Notre « astrologien » ne paraît guère soucieux des objections que les théologiens faisaient valoir contre la présence d’hommes dans une région inaccessible où l’Évangile ne leur pourrait jamais être annoncé ; il ne dit pas un mot pour calmer les scrupules d’un lecteur soucieux d’orthodoxie.

S’il lui advient, d’ailleurs, de citer, sur quelque sujet, l’opinion des théologiens, il la mentionne en passant eh comme s’il n’y attachait point d’importance. Ainsi arrive-t-il en ce qu’il dit, aussitôt après le passage que nous venons de rapporter, de la nature des éléments[1].
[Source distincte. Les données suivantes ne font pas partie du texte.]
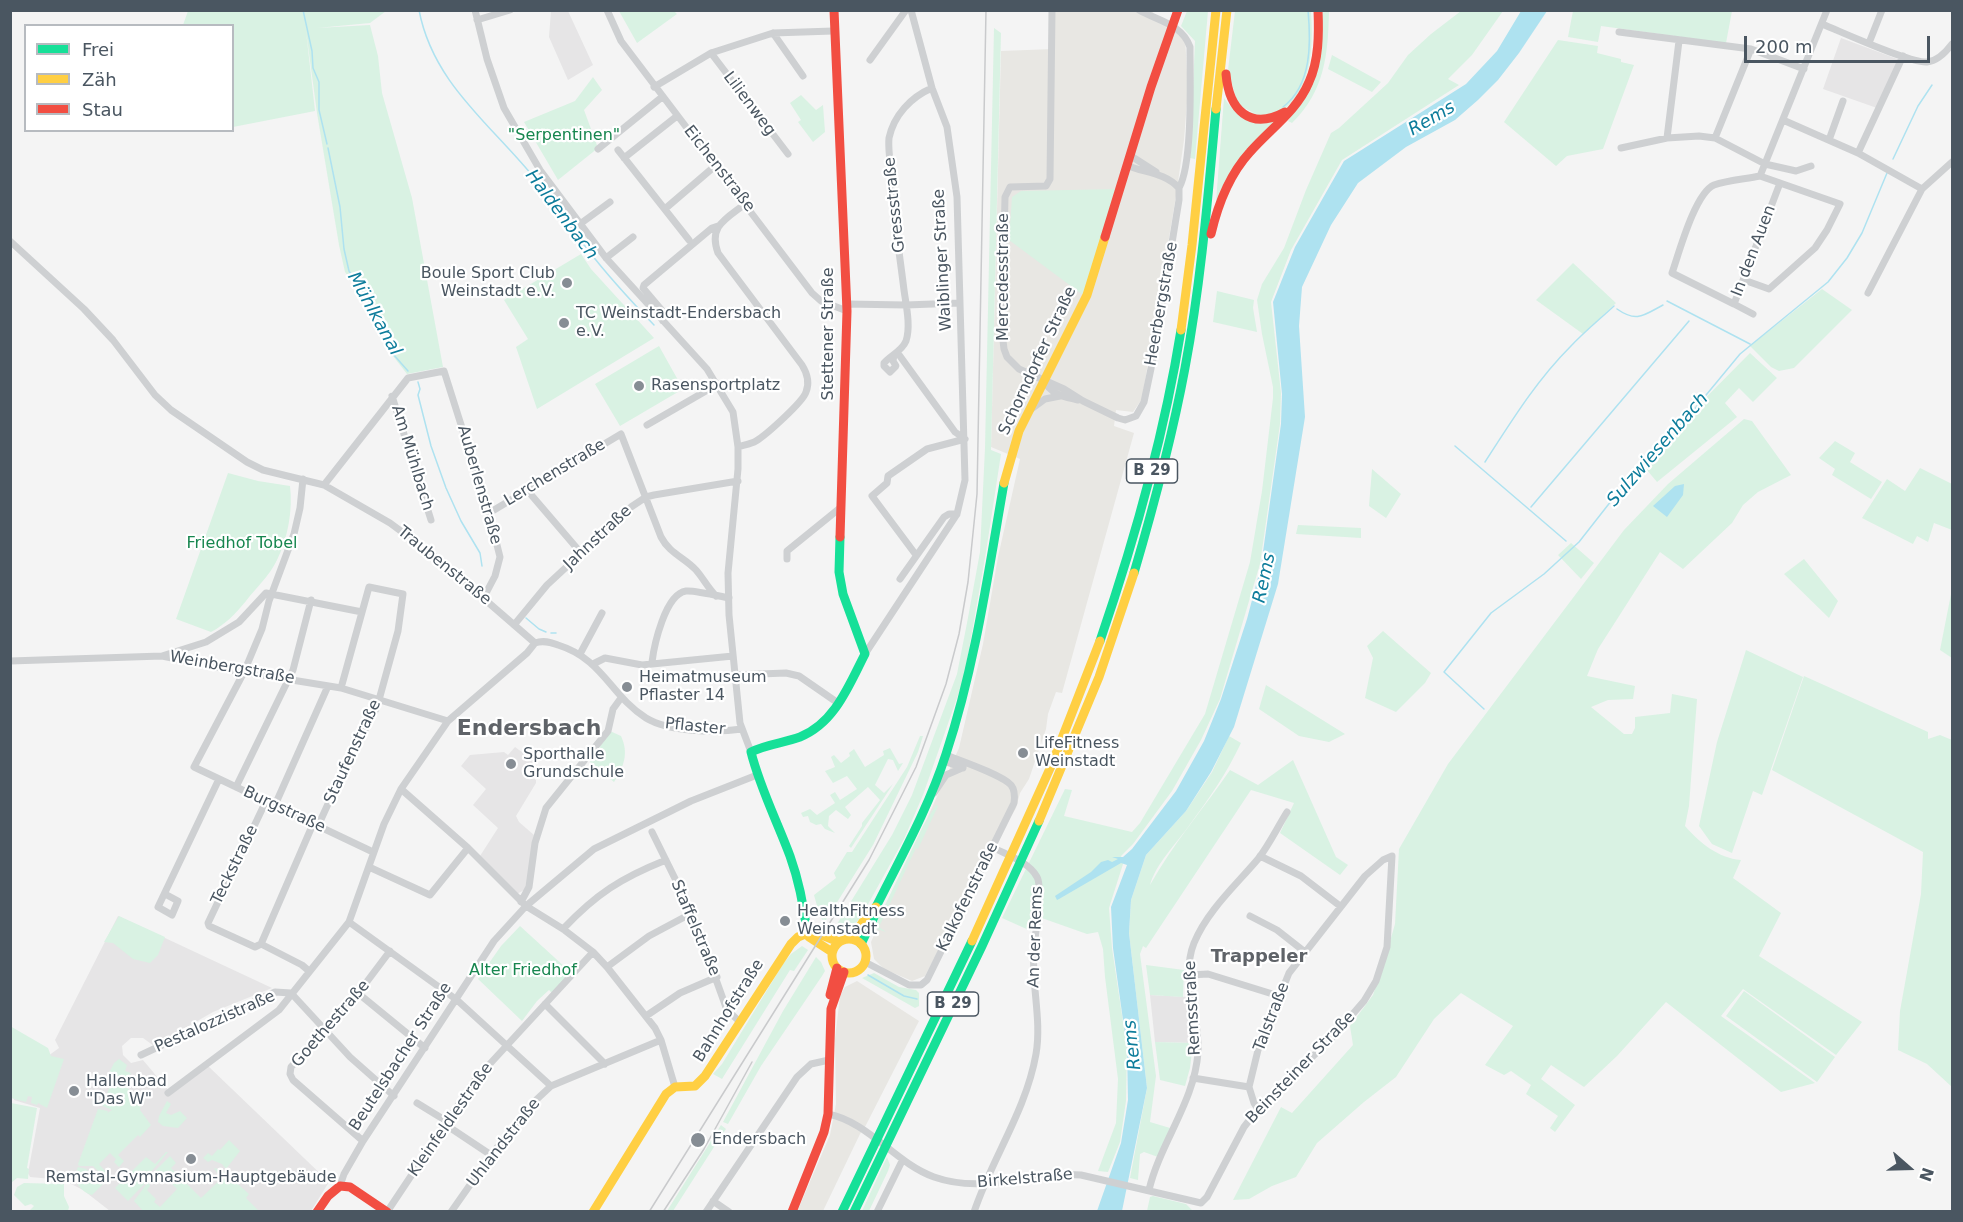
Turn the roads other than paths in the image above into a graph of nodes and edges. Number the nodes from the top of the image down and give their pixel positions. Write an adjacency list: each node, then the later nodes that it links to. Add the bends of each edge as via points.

« Or, dit Syma, qui est apelez Esyodes, que la terre, qui est li centres del firmament, est de visée des autres élémenz par entendement de raison ; et est après, l’aive[2] ; et li tierz, li airs ; li quarz, li feus ; et, el quint leu, une substance resplendissant qui est feus senz chalor.

» Mais porce que il ordène en tèle manière les élémenz, vos volons dire les opinions des philosophes de l’ordenement des élémenz, porce que vos entendez la plus veraie.

» Li théologien si mètent l’aive primes, et emprès la terre, et emprès l’air, el quart leu le feu et le firmament, et, pour le firmament, les aives ; et, el quint leu, mistrent le ciel empireian, où il a splendor senz chalor.

» Li naturiein mistrent primes la terre ; après, l’aive ; Le tiers, l’air ; la quart, le feu. Et aucuns de cels mistrenb le feu desouz la région de la Lune, ès plus prochien lieu ; si que il donent le quint leu as planètes, et au firmament ; le VIe donent au ciel empiréen. Cil dient que le monde se termine de la Lune en aval ; et quanque il a desus la Lune, dient que il est hors del monde, , quar toutes les choses del monde sunt muables, mès, desus la Lune, n’a fors stabilité, ne n’i a point de muableté. »

Que notre astrologue n’ait point l’intention de préférer l’opinion des « théologiens » à celle des « naturiens », nous en avons, un peu plus loin, la certitude ; il traite, en effet, avec

  1. Ms. cit., fol. 9, col. c et d.
  2. aive = eau.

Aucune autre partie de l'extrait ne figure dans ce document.